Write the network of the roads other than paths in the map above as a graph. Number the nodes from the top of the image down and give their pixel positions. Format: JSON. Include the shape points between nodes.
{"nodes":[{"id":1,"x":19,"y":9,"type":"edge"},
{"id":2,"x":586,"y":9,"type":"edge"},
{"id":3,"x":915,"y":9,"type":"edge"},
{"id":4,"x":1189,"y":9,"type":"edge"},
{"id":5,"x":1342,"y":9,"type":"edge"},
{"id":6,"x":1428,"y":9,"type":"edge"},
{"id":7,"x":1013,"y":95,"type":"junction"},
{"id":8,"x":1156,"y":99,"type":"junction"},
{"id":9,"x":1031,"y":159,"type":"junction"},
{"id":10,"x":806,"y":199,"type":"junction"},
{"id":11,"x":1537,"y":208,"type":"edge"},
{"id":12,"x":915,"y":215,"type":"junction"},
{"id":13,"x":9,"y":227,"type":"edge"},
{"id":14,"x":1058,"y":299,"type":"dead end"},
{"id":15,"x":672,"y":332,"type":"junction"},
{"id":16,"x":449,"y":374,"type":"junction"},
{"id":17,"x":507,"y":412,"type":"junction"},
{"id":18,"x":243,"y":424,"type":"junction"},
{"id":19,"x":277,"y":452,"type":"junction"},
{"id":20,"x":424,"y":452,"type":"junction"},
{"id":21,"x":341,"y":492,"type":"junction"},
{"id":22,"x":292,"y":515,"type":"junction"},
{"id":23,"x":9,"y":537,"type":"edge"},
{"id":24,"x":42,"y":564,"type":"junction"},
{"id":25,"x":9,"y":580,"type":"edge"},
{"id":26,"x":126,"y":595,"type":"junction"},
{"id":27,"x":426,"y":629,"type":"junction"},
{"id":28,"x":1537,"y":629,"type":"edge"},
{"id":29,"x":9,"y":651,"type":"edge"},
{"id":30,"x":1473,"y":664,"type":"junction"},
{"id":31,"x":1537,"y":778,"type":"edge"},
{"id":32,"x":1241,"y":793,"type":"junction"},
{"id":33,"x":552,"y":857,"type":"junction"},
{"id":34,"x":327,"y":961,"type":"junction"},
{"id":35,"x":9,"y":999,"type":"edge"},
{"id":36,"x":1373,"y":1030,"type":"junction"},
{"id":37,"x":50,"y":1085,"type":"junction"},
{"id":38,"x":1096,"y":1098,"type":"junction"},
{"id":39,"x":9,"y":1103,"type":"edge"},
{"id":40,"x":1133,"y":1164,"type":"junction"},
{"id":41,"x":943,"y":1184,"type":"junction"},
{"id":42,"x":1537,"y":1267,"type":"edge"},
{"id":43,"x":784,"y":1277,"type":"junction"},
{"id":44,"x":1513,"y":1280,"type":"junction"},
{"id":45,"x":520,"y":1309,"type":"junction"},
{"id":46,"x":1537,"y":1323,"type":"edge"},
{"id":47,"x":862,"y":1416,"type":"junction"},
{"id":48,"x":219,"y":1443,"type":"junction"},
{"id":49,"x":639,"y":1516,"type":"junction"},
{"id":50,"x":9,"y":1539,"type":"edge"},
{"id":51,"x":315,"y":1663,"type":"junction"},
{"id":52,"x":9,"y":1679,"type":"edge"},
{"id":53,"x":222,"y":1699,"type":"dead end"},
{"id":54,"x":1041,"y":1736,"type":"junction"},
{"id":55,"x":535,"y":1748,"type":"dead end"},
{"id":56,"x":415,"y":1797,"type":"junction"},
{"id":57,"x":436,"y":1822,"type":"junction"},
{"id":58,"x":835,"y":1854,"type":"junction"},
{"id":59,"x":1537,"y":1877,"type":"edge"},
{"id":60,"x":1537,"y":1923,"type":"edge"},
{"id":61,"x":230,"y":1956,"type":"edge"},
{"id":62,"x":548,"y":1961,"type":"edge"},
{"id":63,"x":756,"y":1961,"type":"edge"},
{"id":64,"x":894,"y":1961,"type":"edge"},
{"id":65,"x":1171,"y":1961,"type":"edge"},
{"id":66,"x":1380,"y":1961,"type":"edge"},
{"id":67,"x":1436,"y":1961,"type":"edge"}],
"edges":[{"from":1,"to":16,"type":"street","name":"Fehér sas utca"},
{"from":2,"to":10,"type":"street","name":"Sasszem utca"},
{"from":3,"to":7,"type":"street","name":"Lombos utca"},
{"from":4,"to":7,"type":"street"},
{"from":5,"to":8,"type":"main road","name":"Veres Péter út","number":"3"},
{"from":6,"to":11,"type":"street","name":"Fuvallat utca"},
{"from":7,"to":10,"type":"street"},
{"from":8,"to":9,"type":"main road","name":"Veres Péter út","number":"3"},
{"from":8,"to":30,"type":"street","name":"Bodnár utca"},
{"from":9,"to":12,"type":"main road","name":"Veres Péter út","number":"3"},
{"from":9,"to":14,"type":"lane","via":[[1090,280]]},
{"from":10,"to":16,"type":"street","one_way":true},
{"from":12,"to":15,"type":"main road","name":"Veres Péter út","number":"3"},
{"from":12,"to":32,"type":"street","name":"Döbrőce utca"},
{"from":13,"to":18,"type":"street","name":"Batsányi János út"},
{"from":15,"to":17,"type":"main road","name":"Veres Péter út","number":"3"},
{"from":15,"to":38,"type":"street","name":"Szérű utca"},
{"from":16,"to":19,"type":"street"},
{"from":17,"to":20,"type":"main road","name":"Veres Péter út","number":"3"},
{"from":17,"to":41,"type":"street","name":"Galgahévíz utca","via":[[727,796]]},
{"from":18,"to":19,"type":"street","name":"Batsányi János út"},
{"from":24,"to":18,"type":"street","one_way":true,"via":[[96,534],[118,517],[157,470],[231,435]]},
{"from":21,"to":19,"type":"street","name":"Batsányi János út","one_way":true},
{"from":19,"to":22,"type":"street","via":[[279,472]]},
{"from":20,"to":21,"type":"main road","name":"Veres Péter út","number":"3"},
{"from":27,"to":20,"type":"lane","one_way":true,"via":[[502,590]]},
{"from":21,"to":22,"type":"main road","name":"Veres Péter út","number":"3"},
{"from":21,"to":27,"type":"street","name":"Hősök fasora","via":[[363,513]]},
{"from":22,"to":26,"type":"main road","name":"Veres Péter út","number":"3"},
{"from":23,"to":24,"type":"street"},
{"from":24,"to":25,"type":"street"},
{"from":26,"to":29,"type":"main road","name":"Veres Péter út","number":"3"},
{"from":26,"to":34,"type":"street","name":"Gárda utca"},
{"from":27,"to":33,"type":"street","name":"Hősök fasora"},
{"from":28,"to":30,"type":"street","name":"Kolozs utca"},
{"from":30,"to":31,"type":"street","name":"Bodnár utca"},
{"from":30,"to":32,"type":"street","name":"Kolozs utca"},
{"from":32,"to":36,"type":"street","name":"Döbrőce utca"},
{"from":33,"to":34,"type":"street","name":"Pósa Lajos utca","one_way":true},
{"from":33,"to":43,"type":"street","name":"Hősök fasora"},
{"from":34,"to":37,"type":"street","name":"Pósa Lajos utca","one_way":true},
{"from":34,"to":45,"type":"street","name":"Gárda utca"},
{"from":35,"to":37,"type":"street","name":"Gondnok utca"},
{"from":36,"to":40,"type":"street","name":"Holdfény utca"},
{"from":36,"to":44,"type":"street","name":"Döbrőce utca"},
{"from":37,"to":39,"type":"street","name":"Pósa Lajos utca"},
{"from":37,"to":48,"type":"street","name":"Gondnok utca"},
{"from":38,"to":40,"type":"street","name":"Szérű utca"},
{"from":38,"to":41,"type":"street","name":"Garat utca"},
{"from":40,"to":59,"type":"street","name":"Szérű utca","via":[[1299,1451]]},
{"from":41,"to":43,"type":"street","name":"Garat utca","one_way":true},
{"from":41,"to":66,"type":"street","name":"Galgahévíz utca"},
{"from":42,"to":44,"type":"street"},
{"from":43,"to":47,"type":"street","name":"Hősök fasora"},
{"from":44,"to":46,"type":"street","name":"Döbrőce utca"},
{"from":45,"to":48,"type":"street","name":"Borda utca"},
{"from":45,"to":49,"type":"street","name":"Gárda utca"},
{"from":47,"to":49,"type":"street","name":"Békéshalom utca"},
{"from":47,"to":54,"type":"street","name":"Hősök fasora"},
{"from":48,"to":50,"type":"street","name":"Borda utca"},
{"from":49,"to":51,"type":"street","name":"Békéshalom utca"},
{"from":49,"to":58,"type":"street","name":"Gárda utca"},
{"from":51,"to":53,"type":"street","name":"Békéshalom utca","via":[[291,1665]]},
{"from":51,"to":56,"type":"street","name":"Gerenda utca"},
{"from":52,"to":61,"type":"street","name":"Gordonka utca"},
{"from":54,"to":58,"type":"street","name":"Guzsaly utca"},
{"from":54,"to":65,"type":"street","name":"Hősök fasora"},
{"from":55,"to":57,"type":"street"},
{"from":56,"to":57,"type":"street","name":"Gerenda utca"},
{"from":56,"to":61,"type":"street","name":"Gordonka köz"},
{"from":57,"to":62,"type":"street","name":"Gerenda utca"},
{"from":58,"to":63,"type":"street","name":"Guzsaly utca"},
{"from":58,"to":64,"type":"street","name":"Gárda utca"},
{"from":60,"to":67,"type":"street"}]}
***
The response must give every line from the material above that holds the string "Gordonka".

{"from":52,"to":61,"type":"street","name":"Gordonka utca"},
{"from":56,"to":61,"type":"street","name":"Gordonka köz"},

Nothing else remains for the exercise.